Given data Start Marker

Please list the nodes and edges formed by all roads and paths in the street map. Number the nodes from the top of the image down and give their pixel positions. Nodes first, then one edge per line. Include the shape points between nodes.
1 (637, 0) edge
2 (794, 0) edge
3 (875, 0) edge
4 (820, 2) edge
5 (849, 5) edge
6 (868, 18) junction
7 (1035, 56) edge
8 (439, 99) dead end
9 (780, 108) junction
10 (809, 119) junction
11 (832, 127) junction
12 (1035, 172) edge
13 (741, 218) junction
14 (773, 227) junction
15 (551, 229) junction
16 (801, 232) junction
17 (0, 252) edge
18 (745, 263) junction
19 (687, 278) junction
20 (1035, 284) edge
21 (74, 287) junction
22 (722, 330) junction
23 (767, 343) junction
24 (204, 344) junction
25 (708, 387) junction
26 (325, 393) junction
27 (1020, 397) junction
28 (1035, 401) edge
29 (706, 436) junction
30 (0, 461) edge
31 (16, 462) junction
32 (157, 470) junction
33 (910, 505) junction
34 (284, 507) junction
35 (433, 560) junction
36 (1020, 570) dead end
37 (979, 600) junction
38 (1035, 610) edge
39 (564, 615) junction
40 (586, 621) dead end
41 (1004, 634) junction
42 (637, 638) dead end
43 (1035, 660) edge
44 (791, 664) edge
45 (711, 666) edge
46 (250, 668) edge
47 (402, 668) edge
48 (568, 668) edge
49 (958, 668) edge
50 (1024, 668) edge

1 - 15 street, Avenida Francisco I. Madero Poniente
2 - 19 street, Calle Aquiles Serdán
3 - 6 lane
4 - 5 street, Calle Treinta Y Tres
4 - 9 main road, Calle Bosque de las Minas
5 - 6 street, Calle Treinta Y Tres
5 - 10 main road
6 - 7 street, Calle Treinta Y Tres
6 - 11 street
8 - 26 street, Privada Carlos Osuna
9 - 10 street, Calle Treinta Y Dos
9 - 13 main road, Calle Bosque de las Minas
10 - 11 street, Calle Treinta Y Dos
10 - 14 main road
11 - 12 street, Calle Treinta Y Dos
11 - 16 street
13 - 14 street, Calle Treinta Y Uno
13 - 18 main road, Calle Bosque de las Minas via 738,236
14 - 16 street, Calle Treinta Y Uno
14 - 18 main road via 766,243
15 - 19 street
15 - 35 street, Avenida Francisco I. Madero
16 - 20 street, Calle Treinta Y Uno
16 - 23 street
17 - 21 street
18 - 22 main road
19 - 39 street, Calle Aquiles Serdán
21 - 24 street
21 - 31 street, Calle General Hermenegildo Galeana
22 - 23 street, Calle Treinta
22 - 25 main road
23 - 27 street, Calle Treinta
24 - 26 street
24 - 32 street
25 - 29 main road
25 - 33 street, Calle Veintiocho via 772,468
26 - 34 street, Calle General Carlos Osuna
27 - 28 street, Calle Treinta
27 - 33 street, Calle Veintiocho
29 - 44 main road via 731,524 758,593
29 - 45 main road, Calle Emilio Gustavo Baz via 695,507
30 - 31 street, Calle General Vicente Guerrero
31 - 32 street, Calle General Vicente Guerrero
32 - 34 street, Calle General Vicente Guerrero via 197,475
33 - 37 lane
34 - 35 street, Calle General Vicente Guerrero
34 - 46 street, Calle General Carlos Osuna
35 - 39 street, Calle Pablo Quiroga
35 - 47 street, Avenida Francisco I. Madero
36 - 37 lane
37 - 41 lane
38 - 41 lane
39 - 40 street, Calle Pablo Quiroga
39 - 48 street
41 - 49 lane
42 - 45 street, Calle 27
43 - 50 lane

Given data End Marker

*Work to be completed*
Using the listing above, retype each line exactly.

*Your response*
Please list the nodes and edges formed by all roads and paths in the street map. Number the nodes from the top of the image down and give their pixel positions. Nodes first, then one edge per line. Include the shape points between nodes.
1 (637, 0) edge
2 (794, 0) edge
3 (875, 0) edge
4 (820, 2) edge
5 (849, 5) edge
6 (868, 18) junction
7 (1035, 56) edge
8 (439, 99) dead end
9 (780, 108) junction
10 (809, 119) junction
11 (832, 127) junction
12 (1035, 172) edge
13 (741, 218) junction
14 (773, 227) junction
15 (551, 229) junction
16 (801, 232) junction
17 (0, 252) edge
18 (745, 263) junction
19 (687, 278) junction
20 (1035, 284) edge
21 (74, 287) junction
22 (722, 330) junction
23 (767, 343) junction
24 (204, 344) junction
25 (708, 387) junction
26 (325, 393) junction
27 (1020, 397) junction
28 (1035, 401) edge
29 (706, 436) junction
30 (0, 461) edge
31 (16, 462) junction
32 (157, 470) junction
33 (910, 505) junction
34 (284, 507) junction
35 (433, 560) junction
36 (1020, 570) dead end
37 (979, 600) junction
38 (1035, 610) edge
39 (564, 615) junction
40 (586, 621) dead end
41 (1004, 634) junction
42 (637, 638) dead end
43 (1035, 660) edge
44 (791, 664) edge
45 (711, 666) edge
46 (250, 668) edge
47 (402, 668) edge
48 (568, 668) edge
49 (958, 668) edge
50 (1024, 668) edge

1 - 15 street, Avenida Francisco I. Madero Poniente
2 - 19 street, Calle Aquiles Serdán
3 - 6 lane
4 - 5 street, Calle Treinta Y Tres
4 - 9 main road, Calle Bosque de las Minas
5 - 6 street, Calle Treinta Y Tres
5 - 10 main road
6 - 7 street, Calle Treinta Y Tres
6 - 11 street
8 - 26 street, Privada Carlos Osuna
9 - 10 street, Calle Treinta Y Dos
9 - 13 main road, Calle Bosque de las Minas
10 - 11 street, Calle Treinta Y Dos
10 - 14 main road
11 - 12 street, Calle Treinta Y Dos
11 - 16 street
13 - 14 street, Calle Treinta Y Uno
13 - 18 main road, Calle Bosque de las Minas via 738,236
14 - 16 street, Calle Treinta Y Uno
14 - 18 main road via 766,243
15 - 19 street
15 - 35 street, Avenida Francisco I. Madero
16 - 20 street, Calle Treinta Y Uno
16 - 23 street
17 - 21 street
18 - 22 main road
19 - 39 street, Calle Aquiles Serdán
21 - 24 street
21 - 31 street, Calle General Hermenegildo Galeana
22 - 23 street, Calle Treinta
22 - 25 main road
23 - 27 street, Calle Treinta
24 - 26 street
24 - 32 street
25 - 29 main road
25 - 33 street, Calle Veintiocho via 772,468
26 - 34 street, Calle General Carlos Osuna
27 - 28 street, Calle Treinta
27 - 33 street, Calle Veintiocho
29 - 44 main road via 731,524 758,593
29 - 45 main road, Calle Emilio Gustavo Baz via 695,507
30 - 31 street, Calle General Vicente Guerrero
31 - 32 street, Calle General Vicente Guerrero
32 - 34 street, Calle General Vicente Guerrero via 197,475
33 - 37 lane
34 - 35 street, Calle General Vicente Guerrero
34 - 46 street, Calle General Carlos Osuna
35 - 39 street, Calle Pablo Quiroga
35 - 47 street, Avenida Francisco I. Madero
36 - 37 lane
37 - 41 lane
38 - 41 lane
39 - 40 street, Calle Pablo Quiroga
39 - 48 street
41 - 49 lane
42 - 45 street, Calle 27
43 - 50 lane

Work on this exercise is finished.